__Work item__. From the line with "thumb mcp: (500, 605)" through the line with "ring mcp: (317, 16)", repeat the entries verbatim, both end lines included, and add nothing.
** Opening Data for this task block **
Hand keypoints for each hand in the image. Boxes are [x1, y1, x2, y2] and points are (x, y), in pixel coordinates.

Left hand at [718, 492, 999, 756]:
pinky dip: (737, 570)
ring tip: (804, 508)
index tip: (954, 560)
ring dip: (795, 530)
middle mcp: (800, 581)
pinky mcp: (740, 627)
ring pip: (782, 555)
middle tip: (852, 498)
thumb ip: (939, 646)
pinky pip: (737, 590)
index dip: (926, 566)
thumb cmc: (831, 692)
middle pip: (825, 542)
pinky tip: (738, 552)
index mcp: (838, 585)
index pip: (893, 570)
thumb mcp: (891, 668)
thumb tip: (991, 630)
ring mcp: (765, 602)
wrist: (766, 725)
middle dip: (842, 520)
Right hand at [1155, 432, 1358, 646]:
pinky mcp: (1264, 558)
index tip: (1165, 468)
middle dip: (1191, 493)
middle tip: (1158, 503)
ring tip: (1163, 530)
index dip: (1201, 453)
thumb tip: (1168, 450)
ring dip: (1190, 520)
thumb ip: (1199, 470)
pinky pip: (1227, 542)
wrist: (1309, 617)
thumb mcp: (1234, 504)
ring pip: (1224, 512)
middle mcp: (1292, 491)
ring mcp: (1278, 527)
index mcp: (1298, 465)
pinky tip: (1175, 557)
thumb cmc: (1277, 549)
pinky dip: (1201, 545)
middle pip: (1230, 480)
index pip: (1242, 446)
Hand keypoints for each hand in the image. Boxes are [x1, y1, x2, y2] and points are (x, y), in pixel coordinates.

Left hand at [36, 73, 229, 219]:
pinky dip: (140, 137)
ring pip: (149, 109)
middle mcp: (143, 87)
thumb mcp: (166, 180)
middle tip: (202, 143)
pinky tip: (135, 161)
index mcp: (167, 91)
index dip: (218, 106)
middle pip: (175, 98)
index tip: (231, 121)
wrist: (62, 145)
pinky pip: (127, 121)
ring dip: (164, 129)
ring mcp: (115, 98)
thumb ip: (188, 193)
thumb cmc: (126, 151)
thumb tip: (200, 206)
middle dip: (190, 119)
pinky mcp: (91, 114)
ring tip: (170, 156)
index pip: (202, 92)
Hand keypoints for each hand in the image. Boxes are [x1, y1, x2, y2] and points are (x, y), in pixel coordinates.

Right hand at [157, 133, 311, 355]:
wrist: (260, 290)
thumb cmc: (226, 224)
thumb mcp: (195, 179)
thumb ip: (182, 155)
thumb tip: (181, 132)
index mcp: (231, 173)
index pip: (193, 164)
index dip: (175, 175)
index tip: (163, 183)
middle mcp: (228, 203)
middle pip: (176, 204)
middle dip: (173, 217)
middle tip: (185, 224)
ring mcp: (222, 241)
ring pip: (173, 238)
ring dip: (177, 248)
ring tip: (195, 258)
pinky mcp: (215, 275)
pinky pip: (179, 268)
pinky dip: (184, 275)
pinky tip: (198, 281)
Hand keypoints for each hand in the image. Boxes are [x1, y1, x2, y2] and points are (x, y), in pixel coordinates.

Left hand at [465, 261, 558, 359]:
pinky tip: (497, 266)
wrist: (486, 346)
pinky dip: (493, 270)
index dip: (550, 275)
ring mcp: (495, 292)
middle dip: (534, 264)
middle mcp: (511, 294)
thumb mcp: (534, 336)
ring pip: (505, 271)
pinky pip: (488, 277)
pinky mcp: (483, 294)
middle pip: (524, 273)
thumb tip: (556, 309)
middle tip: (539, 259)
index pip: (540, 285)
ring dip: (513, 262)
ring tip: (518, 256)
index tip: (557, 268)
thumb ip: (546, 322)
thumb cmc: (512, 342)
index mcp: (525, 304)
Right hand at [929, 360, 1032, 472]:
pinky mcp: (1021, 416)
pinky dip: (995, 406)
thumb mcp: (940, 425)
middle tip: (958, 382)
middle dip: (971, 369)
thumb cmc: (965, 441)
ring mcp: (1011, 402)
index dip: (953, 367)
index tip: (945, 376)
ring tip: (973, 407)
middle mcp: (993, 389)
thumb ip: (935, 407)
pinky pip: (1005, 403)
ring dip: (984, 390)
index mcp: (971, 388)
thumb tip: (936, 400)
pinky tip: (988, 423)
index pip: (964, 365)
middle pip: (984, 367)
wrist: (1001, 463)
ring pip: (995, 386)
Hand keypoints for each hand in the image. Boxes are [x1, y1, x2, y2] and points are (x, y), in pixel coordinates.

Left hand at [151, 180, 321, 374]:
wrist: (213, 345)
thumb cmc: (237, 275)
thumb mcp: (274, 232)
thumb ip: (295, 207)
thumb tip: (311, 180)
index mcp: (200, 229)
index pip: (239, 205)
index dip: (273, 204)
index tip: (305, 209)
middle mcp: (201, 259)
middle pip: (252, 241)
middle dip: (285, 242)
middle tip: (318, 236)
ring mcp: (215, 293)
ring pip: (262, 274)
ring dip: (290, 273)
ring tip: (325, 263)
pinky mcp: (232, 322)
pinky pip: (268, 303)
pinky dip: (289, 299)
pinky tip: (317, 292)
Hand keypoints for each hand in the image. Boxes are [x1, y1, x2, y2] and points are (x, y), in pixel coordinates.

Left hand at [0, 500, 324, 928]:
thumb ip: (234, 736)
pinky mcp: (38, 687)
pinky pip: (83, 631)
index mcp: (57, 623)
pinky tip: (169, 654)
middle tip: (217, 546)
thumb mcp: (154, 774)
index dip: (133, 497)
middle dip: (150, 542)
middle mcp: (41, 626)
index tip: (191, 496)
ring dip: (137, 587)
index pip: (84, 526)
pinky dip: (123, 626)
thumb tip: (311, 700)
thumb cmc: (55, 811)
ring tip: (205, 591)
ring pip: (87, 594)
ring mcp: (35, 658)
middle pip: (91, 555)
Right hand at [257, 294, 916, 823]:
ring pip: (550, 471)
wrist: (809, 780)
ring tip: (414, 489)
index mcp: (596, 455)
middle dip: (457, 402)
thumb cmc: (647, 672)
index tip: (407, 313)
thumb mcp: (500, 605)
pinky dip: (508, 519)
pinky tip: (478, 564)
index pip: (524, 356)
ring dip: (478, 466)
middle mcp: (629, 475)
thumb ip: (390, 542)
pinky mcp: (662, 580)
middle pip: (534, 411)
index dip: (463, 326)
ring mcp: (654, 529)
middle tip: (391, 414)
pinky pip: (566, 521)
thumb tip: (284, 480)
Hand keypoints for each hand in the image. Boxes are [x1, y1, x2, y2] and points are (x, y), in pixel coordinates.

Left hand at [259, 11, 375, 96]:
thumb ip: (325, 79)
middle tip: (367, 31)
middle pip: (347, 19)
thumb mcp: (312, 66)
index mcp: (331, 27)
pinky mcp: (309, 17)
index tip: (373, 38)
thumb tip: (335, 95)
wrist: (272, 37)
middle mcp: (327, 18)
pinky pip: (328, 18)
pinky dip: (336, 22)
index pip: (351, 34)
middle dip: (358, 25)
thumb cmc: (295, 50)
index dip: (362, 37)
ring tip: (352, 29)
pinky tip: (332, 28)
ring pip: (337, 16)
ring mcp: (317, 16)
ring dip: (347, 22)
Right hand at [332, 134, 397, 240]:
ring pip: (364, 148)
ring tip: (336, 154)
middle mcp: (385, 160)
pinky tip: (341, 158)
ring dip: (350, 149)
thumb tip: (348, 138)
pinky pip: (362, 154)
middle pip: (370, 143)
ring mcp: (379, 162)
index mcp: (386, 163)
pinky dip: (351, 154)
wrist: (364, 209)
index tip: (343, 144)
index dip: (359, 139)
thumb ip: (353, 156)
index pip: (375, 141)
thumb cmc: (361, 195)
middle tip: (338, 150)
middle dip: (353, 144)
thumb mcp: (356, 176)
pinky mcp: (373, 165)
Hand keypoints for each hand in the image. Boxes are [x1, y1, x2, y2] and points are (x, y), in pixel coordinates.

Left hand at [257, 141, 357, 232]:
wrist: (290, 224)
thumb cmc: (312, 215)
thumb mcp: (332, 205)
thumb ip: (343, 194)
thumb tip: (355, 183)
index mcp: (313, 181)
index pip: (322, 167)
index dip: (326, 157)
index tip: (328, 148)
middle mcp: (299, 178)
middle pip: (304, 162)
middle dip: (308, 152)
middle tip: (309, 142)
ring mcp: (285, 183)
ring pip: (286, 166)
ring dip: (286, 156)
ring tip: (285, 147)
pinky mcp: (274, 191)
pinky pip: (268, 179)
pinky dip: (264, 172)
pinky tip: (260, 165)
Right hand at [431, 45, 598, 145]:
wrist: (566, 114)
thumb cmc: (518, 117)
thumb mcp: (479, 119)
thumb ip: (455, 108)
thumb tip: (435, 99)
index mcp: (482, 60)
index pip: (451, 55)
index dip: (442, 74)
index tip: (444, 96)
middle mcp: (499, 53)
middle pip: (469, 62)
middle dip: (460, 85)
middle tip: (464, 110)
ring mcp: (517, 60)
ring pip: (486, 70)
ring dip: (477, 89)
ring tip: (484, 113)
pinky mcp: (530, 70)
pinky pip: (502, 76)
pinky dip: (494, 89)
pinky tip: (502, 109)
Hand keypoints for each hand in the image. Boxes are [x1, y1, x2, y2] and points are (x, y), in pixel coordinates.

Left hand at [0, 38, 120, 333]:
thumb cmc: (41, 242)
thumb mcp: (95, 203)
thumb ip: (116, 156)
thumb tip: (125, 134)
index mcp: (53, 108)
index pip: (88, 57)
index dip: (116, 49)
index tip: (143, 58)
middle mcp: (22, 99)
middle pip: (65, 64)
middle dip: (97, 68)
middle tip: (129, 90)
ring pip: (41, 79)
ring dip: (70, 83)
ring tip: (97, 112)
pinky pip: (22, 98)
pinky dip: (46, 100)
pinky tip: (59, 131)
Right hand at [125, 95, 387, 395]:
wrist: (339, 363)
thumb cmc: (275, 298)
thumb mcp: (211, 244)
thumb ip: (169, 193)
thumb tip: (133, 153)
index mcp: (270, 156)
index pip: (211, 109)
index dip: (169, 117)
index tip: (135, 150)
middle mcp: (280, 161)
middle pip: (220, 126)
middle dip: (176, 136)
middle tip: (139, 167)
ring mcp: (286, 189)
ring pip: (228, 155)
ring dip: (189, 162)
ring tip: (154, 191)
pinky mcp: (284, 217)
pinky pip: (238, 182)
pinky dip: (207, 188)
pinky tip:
** Closing Data for this task block **
__Result for this task__.
thumb mcp: (500, 605)
pinky dip: (508, 519)
pinky tip: (478, 564)
index pip: (524, 356)
ring dip: (478, 466)
middle mcp: (629, 475)
thumb ip: (390, 542)
pinky mcp: (662, 580)
middle pip: (534, 411)
index dip: (463, 326)
ring mcp: (654, 529)
middle tip: (391, 414)
pinky pip: (566, 521)
thumb tip: (284, 480)
Hand keypoints for each hand in the image. Boxes are [x1, y1, x2, y2] and points are (x, y), in pixel coordinates.

Left hand at [259, 11, 375, 96]:
thumb ip: (325, 79)
middle tip: (367, 31)
middle pip: (347, 19)
thumb mcp: (312, 66)
index mcp: (331, 27)
pinky mcp: (309, 17)
index tip: (373, 38)
thumb tip: (335, 95)
wrist: (272, 37)
middle mcp: (327, 18)
pinky pip: (328, 18)
pinky dip: (336, 22)
index pip: (351, 34)
middle dip: (358, 25)
thumb cmc: (295, 50)
index dip: (362, 37)
ring tip: (352, 29)
pinky tip: (332, 28)
ring pip: (337, 16)
ring mcp: (317, 16)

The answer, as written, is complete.